= Beginning of Section =

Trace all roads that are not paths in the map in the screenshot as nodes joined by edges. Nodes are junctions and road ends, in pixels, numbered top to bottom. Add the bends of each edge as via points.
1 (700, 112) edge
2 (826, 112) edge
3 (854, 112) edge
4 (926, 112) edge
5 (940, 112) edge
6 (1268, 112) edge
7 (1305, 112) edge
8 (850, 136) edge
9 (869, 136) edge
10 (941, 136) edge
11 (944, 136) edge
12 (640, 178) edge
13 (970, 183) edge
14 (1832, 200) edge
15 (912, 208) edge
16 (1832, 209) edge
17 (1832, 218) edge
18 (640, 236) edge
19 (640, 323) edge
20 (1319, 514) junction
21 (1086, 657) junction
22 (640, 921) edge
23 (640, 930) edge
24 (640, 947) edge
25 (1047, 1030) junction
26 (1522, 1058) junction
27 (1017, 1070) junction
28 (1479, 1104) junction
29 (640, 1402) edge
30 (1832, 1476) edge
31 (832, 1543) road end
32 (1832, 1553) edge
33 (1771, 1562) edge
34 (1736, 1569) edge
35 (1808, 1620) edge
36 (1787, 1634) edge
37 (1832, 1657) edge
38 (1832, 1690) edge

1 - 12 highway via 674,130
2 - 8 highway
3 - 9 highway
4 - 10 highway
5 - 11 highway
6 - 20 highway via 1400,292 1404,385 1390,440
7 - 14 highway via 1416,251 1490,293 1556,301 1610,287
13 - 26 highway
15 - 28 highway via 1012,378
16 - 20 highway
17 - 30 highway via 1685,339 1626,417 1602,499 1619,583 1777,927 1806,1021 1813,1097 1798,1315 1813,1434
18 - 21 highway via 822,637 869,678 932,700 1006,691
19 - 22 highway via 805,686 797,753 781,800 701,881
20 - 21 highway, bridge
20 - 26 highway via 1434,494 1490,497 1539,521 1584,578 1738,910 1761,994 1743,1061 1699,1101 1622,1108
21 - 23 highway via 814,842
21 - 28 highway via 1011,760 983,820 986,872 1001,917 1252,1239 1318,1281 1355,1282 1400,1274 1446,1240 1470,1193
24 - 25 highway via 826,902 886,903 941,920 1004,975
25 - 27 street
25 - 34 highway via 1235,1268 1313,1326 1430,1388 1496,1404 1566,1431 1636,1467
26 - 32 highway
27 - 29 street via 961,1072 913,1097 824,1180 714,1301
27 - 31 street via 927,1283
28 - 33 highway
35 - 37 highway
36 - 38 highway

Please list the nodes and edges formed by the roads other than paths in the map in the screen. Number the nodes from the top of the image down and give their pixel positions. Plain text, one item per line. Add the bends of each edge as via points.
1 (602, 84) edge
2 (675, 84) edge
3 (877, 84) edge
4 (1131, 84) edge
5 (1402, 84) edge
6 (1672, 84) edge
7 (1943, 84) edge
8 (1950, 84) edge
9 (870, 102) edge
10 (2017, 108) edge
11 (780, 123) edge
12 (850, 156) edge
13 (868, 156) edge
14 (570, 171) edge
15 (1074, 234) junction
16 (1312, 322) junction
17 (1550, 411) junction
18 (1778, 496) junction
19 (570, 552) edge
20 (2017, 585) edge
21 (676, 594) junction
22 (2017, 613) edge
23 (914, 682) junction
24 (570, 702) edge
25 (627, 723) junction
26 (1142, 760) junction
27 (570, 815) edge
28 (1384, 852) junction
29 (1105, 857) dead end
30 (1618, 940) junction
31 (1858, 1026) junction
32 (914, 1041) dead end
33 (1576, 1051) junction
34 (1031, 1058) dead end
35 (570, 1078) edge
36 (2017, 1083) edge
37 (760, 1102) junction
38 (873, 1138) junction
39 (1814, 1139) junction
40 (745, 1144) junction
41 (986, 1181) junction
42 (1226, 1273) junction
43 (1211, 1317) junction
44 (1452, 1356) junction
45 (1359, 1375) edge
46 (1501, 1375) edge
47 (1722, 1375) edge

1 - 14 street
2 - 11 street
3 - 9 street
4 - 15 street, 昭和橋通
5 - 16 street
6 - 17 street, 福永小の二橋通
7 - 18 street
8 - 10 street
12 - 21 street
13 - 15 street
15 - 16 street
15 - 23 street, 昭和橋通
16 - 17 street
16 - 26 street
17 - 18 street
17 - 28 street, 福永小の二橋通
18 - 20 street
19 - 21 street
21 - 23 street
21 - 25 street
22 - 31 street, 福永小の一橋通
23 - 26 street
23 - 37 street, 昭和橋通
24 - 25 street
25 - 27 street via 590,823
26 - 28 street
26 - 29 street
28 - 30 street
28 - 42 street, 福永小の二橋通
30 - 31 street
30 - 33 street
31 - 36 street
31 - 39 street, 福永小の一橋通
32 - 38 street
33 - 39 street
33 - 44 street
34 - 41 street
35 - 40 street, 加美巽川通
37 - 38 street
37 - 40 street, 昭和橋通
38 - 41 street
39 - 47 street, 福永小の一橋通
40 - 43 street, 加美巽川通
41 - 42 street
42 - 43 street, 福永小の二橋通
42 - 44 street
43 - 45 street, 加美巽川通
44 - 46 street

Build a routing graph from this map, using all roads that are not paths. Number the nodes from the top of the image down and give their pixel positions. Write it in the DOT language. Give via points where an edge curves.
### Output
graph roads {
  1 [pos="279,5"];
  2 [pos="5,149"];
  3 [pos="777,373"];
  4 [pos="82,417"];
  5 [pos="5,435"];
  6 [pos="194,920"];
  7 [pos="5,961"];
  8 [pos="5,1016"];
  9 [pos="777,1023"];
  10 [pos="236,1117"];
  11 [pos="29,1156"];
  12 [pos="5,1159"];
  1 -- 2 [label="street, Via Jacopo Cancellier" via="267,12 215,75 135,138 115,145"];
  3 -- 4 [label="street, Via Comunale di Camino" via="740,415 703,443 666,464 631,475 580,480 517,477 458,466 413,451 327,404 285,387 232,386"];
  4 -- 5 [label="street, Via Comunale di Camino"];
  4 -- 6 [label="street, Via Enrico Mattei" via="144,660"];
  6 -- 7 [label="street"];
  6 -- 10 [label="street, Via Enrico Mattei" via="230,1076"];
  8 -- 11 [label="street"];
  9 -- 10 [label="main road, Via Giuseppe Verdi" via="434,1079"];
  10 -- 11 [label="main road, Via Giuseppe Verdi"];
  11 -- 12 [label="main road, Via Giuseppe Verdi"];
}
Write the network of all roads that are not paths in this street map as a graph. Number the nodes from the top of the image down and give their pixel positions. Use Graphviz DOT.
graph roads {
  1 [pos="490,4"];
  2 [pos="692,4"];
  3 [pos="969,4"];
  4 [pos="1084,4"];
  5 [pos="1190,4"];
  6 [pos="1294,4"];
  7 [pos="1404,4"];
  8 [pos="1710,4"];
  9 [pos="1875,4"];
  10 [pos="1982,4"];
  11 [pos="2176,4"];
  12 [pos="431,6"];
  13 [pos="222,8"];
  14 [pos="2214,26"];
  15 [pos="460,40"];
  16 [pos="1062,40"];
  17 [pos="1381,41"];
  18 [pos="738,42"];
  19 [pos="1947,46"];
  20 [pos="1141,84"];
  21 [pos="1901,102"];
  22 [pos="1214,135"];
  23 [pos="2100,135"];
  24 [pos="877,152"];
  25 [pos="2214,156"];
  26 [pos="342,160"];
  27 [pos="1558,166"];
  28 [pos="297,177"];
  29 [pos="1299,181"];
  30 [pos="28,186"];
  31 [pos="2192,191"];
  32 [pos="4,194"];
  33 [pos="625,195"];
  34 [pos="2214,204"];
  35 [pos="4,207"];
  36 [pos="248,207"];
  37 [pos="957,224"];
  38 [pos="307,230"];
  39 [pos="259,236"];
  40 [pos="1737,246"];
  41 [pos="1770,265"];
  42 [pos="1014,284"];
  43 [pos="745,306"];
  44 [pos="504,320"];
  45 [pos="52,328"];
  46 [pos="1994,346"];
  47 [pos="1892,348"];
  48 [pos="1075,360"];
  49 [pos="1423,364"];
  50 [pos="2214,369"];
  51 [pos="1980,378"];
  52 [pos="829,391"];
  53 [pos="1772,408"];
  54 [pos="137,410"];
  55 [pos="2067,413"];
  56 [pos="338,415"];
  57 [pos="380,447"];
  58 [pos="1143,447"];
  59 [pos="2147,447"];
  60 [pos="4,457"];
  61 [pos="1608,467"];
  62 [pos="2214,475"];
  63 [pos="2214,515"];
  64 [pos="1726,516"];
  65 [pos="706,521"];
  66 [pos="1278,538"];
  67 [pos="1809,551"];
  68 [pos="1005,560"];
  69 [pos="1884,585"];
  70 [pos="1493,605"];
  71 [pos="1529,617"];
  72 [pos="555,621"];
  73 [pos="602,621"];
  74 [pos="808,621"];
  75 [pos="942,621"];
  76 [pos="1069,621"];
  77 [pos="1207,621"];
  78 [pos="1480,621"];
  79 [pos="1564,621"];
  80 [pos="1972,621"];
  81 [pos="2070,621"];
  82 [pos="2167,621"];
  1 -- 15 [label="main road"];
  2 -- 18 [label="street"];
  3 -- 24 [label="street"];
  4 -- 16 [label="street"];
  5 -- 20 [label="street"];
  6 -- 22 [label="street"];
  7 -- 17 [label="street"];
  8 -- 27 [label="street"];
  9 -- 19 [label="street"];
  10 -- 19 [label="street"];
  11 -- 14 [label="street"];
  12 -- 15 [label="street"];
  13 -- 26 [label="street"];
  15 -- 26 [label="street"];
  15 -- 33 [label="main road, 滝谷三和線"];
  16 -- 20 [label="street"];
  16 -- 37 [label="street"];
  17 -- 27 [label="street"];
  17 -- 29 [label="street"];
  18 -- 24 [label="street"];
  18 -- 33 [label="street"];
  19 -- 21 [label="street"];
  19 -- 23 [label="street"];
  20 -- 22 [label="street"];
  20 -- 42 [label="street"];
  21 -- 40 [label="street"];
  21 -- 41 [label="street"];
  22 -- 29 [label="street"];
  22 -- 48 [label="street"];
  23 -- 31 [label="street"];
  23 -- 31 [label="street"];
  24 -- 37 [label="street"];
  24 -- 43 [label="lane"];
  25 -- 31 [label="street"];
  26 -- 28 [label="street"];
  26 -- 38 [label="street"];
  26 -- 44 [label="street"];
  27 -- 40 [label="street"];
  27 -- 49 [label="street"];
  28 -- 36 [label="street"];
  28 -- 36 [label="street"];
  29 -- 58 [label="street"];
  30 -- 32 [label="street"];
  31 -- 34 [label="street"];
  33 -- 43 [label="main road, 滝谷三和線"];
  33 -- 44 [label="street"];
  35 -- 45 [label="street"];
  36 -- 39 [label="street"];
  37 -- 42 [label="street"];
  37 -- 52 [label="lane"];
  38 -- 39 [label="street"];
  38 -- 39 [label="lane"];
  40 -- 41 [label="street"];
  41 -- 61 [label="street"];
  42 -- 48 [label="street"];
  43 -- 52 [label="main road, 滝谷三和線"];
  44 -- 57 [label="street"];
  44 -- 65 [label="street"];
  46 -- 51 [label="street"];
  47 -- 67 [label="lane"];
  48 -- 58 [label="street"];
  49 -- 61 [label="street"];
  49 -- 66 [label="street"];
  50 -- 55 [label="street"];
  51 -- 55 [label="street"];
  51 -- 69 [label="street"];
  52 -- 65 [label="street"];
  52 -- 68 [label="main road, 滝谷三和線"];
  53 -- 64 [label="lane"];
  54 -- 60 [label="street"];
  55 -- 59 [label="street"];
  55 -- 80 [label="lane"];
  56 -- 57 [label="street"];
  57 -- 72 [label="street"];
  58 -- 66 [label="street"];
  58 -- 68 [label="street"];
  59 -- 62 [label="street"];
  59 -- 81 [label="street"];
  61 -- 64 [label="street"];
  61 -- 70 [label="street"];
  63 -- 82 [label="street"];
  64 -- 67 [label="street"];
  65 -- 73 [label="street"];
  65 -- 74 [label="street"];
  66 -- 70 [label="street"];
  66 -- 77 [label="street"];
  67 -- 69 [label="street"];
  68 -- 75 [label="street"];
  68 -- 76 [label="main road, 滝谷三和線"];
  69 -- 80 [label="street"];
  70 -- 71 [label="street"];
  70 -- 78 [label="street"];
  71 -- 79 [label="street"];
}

= End of Section =

**Directions for this task**
Over the whole listing above, how many lines contain the string "image"? The answer is that number alone.

**Answer for the task**
3